I love the actor Owen Teague! Apparently, so does Stephen King because every recent Stephen King adaptation I've seen on streaming seems to star this young man-- The Stand (2020), It: Chapter 1 & 2, and Cell (2016). His whole vibe, and the projects he chooses to do, make me nostalgia trip through various parts of my high school experience watching movies at home...alone...while snuggled and covered with tea and snacks. Listen, my quarantine game was on lock before it was necessary. Anyway, I also saw him on a now canceled and impossible to find tv show from a company apparently named Mordor Over the Mountain of Hubris and Bad Omen, and I really liked the chick lit vibe of it all.

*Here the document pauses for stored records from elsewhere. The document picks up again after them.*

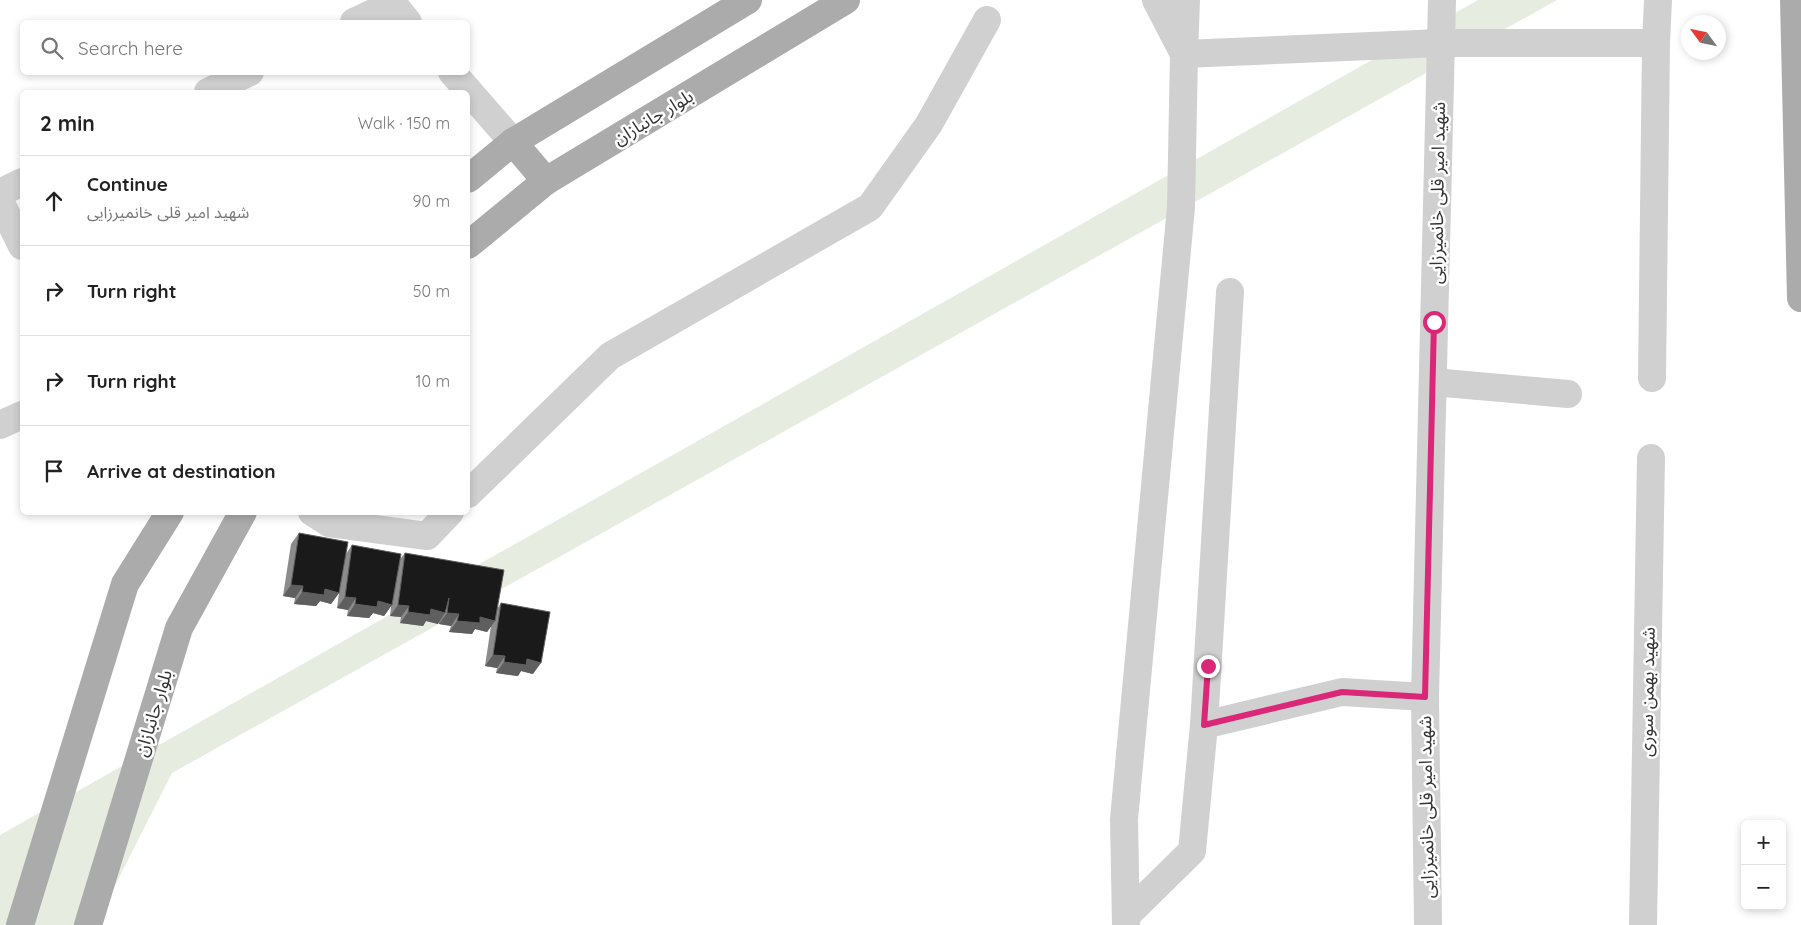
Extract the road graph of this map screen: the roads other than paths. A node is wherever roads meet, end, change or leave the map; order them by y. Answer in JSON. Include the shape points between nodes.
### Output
{"nodes":[{"id":1,"x":748,"y":0,"type":"edge"},
{"id":2,"x":846,"y":0,"type":"edge"},
{"id":3,"x":1156,"y":0,"type":"edge"},
{"id":4,"x":1186,"y":0,"type":"edge"},
{"id":5,"x":1442,"y":0,"type":"edge"},
{"id":6,"x":1658,"y":0,"type":"edge"},
{"id":7,"x":1794,"y":0,"type":"edge"},
{"id":8,"x":396,"y":9,"type":"edge"},
{"id":9,"x":360,"y":20,"type":"edge"},
{"id":10,"x":987,"y":20,"type":"dead end"},
{"id":11,"x":1440,"y":43,"type":"junction"},
{"id":12,"x":1656,"y":43,"type":"junction"},
{"id":13,"x":1184,"y":54,"type":"junction"},
{"id":14,"x":244,"y":75,"type":"edge"},
{"id":15,"x":455,"y":75,"type":"edge"},
{"id":16,"x":212,"y":90,"type":"edge"},
{"id":17,"x":468,"y":90,"type":"edge"},
{"id":18,"x":470,"y":93,"type":"edge"},
{"id":19,"x":513,"y":142,"type":"junction"},
{"id":20,"x":470,"y":177,"type":"edge"},
{"id":21,"x":546,"y":181,"type":"junction"},
{"id":22,"x":20,"y":183,"type":"edge"},
{"id":23,"x":0,"y":193,"type":"edge"},
{"id":24,"x":0,"y":201,"type":"edge"},
{"id":25,"x":20,"y":242,"type":"edge"},
{"id":26,"x":470,"y":243,"type":"edge"},
{"id":27,"x":1230,"y":292,"type":"dead end"},
{"id":28,"x":1801,"y":298,"type":"edge"},
{"id":29,"x":1652,"y":378,"type":"dead end"},
{"id":30,"x":1432,"y":382,"type":"junction"},
{"id":31,"x":1568,"y":394,"type":"dead end"},
{"id":32,"x":20,"y":416,"type":"edge"},
{"id":33,"x":0,"y":425,"type":"edge"},
{"id":34,"x":1651,"y":458,"type":"dead end"},
{"id":35,"x":470,"y":492,"type":"edge"},
{"id":36,"x":168,"y":515,"type":"edge"},
{"id":37,"x":241,"y":515,"type":"edge"},
{"id":38,"x":317,"y":515,"type":"edge"},
{"id":39,"x":447,"y":515,"type":"edge"},
{"id":40,"x":1425,"y":697,"type":"junction"},
{"id":41,"x":1204,"y":725,"type":"junction"},
{"id":42,"x":1126,"y":920,"type":"edge"},
{"id":43,"x":20,"y":925,"type":"edge"},
{"id":44,"x":88,"y":925,"type":"edge"},
{"id":45,"x":1428,"y":925,"type":"edge"},
{"id":46,"x":1643,"y":925,"type":"edge"}],
"edges":[{"from":1,"to":19,"type":"main road"},
{"from":2,"to":21,"type":"main road","name":"بلوار جانبازان"},
{"from":3,"to":13,"type":"street"},
{"from":4,"to":13,"type":"street"},
{"from":5,"to":11,"type":"street","name":"شهید امیر قلی خانمیرزایی"},
{"from":6,"to":12,"type":"street"},
{"from":7,"to":28,"type":"main road"},
{"from":8,"to":9,"type":"street"},
{"from":10,"to":35,"type":"street","via":[[929,124],[870,207],[610,356]]},
{"from":11,"to":12,"type":"street"},
{"from":11,"to":13,"type":"street"},
{"from":11,"to":30,"type":"street","name":"شهید امیر قلی خانمیرزایی"},
{"from":12,"to":29,"type":"street"},
{"from":13,"to":42,"type":"street","via":[[1181,207],[1124,819]]},
{"from":14,"to":16,"type":"street"},
{"from":15,"to":17,"type":"street"},
{"from":18,"to":19,"type":"street"},
{"from":19,"to":20,"type":"main road"},
{"from":19,"to":21,"type":"main road"},
{"from":21,"to":26,"type":"main road","name":"بلوار جانبازان"},
{"from":22,"to":23,"type":"street"},
{"from":24,"to":25,"type":"street"},
{"from":27,"to":41,"type":"street"},
{"from":30,"to":31,"type":"street"},
{"from":30,"to":40,"type":"street","name":"شهید امیر قلی خانمیرزایی"},
{"from":32,"to":33,"type":"street"},
{"from":34,"to":46,"type":"street","name":"شهید بهمن سوری"},
{"from":36,"to":43,"type":"main road","via":[[126,584]]},
{"from":37,"to":44,"type":"main road","name":"بلوار جانبازان","via":[[179,628]]},
{"from":38,"to":39,"type":"street","via":[[329,523],[427,536]]},
{"from":40,"to":41,"type":"street","via":[[1342,692]]},
{"from":40,"to":45,"type":"street","name":"شهید امیر قلی خانمیرزایی"},
{"from":41,"to":42,"type":"street","via":[[1192,851]]}]}
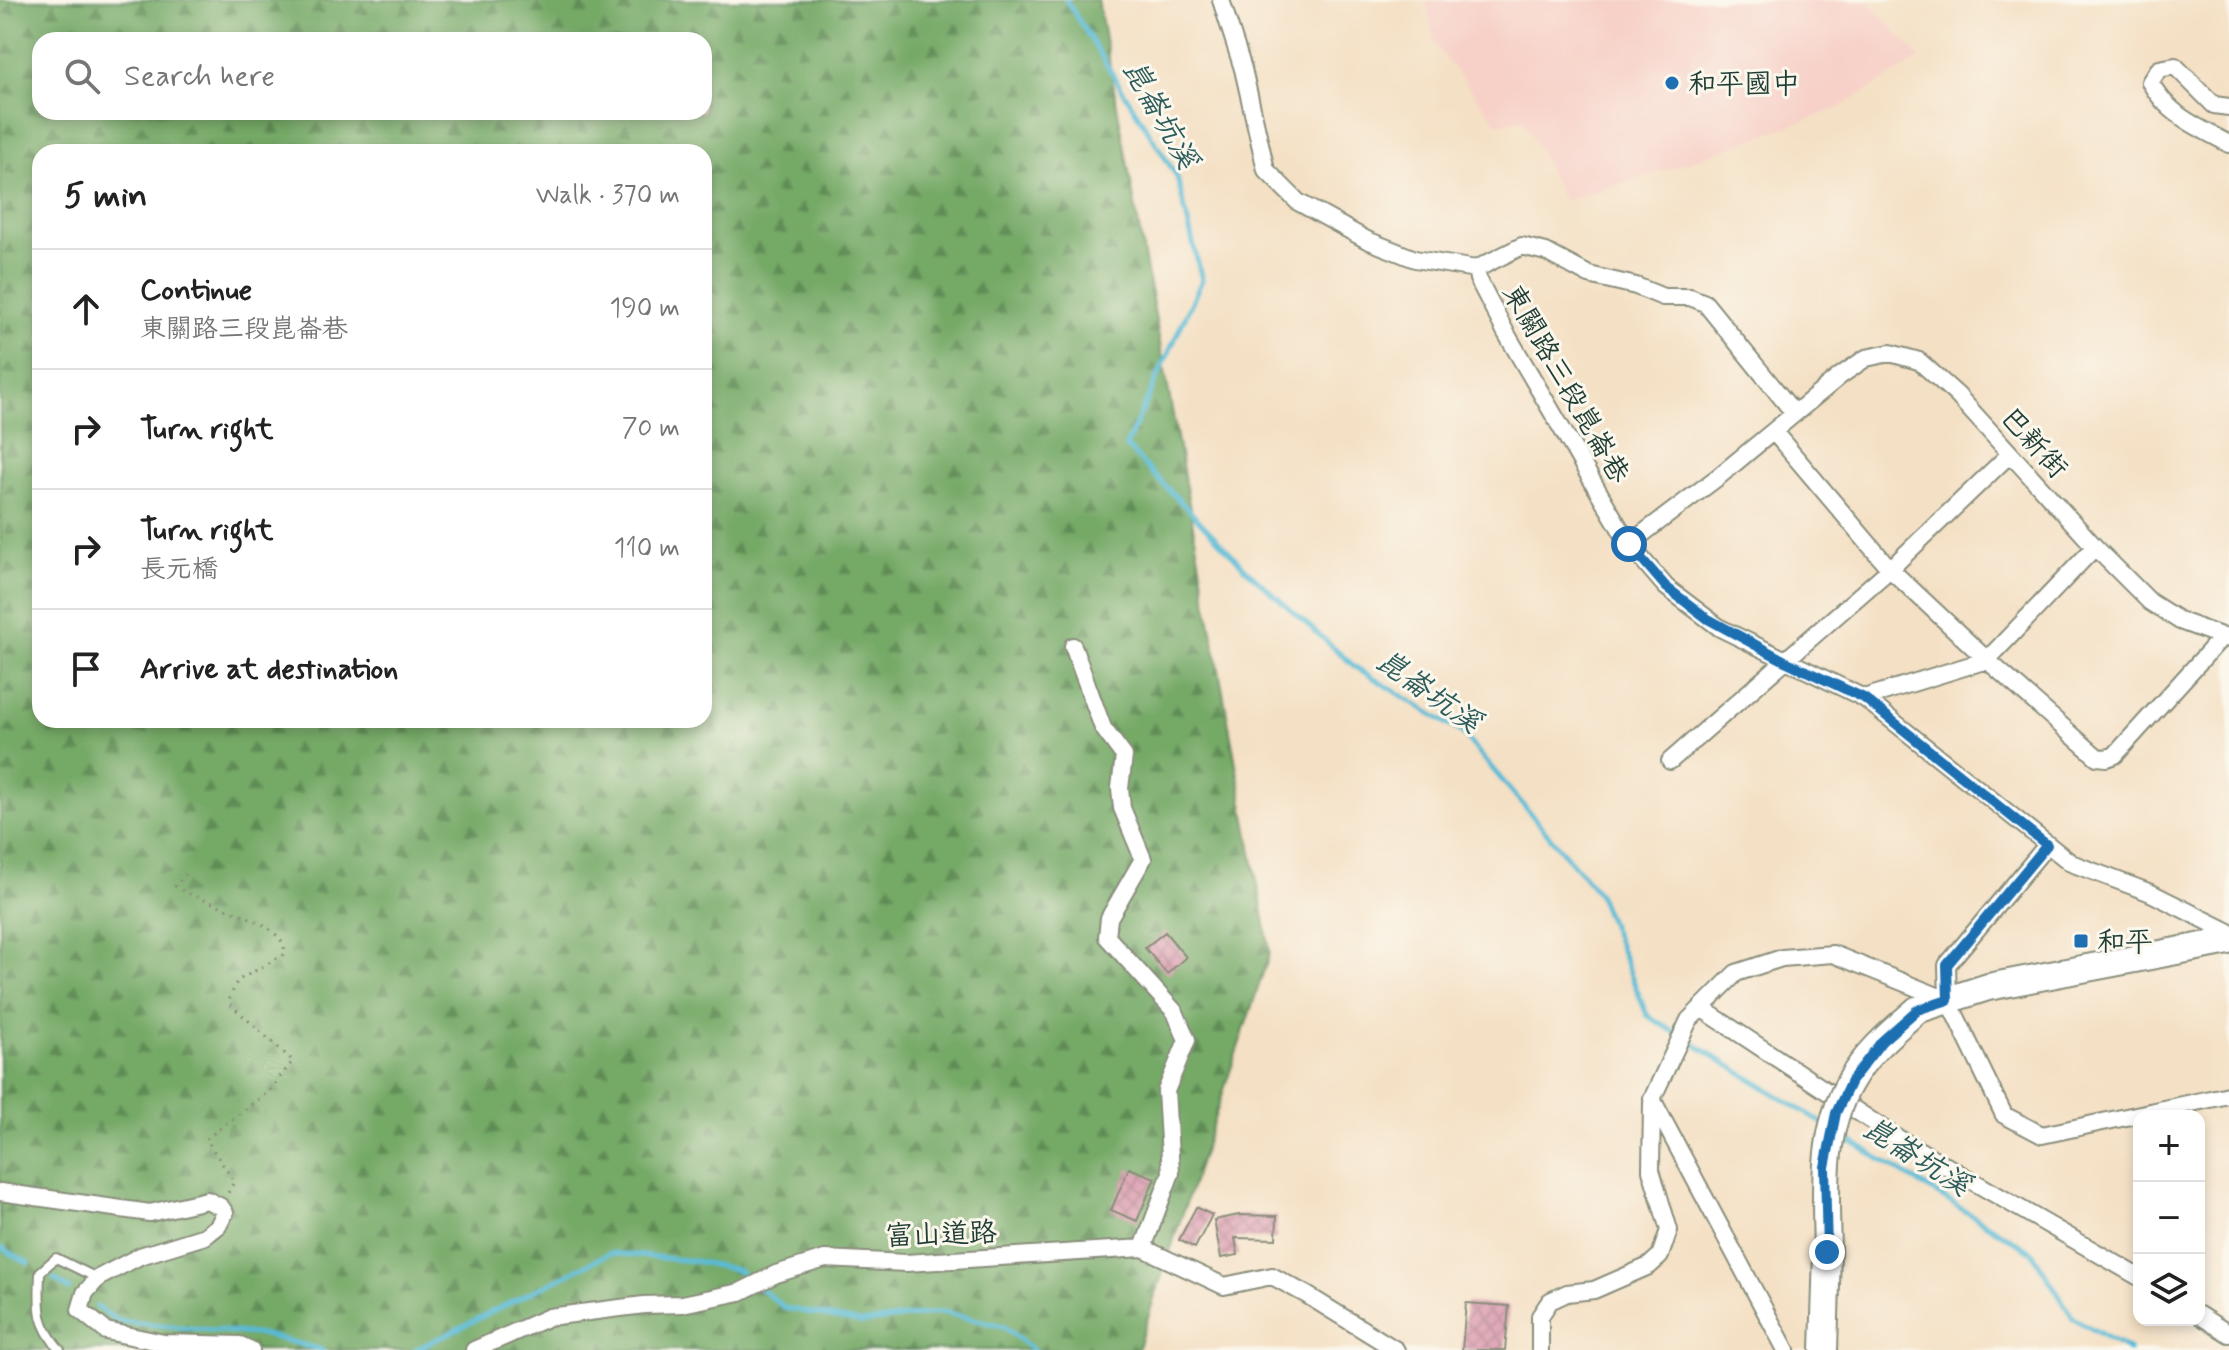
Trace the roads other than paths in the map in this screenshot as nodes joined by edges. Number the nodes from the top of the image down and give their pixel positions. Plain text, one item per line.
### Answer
1 (1221, 0) edge
2 (2229, 107) edge
3 (2229, 144) edge
4 (1476, 269) junction
5 (1794, 413) junction
6 (1774, 432) junction
7 (2010, 454) junction
8 (1629, 544) junction
9 (2095, 547) junction
10 (1890, 569) junction
11 (2226, 638) edge
12 (1073, 646) dead end
13 (1987, 660) junction
14 (1785, 661) junction
15 (1864, 698) junction
16 (1670, 761) dead end
17 (2047, 845) junction
18 (2229, 932) edge
19 (2229, 941) edge
20 (1948, 1000) junction
21 (1701, 1008) junction
22 (2229, 1095) edge
23 (1652, 1099) junction
24 (0, 1192) edge
25 (1143, 1248) junction
26 (2133, 1274) edge
27 (98, 1278) junction
28 (2205, 1319) edge
29 (2229, 1334) edge
30 (1388, 1348) edge
31 (60, 1350) edge
32 (251, 1350) edge
33 (474, 1350) edge
34 (1540, 1350) edge
35 (1786, 1350) edge
36 (1824, 1350) edge

1 - 4 street, 東關路三段崑崙巷
2 - 3 street
4 - 5 street
4 - 8 street, 東關路三段崑崙巷
5 - 6 street, 巴新街
5 - 7 street, 巴新街
6 - 8 street, 巴新街
6 - 10 street
7 - 9 street, 巴新街
7 - 10 street
8 - 14 street, 東關路三段崑崙巷
9 - 11 street, 巴新街
9 - 13 street
10 - 13 street
10 - 14 street
11 - 13 street
12 - 25 street
13 - 15 street
14 - 15 street, 東關路三段崑崙巷
14 - 16 street
15 - 17 street, 東關路三段崑崙巷
17 - 18 street, 東關路三段崑崙巷
17 - 20 street
19 - 20 main road
20 - 21 street
20 - 22 street
20 - 36 main road, bridge
21 - 23 street
21 - 26 street
23 - 34 street
23 - 35 street
24 - 27 street
25 - 30 street, 富山道路
25 - 33 street, 富山道路
27 - 31 lane
27 - 32 street
28 - 29 street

So, Montana Story begins with two siblings, Cal and Erin, who have not spoken in seven years, coming back to their childhood home to help with their comatose father's affairs while he is on life support. We know from the outset that something major has happened tear these siblings apart because there is clearly unspoken resentment and anguish between the two. It is also very apparent from the outset that Cal and Erin had a close bond at some point in the past due to the ever present sense of grief they both have when around each other. One gets the sense that whatever happened was bad enough that they stopped talking, and that Erin was the one who said, "I'm out of here and never coming back!"
In the movie, the yearning on both sides for a connection is ever present, but more so from Cal. He is definitely a little brother looking for his big sister back. However, neither appears to know what to say to the other. Erin is cold and detached, and always seems like there is a yell or a bone-deep scream of rage and anguish coming. Cal looks like he is always two steps away from tears, weariness, and shame. Both are visibly in emotional pain and distress, and their father is the cause of it. The movie made me feel like I was witnessing the seven stages of grief; not necessarily for the father, but for each other and the lives they could have lived if they had stayed in community with one another.
The issues of blame, shame, family loyalty, and care are constant themes. Erin has the right to be angry, but does she have the right person to be angry at? Cal feels extreme guilt, shame, and cowardice, but for what? And, is it deserved?
Montana Story is not a long film but it does linger. It reflects many family stories about shared trauma, love, and grief. The young actors really played their parts well, and I genuinely felt the connection between Teague and Richardson as estranged siblings. The only problem I have with this film is that it has messed up my streaming algorithm!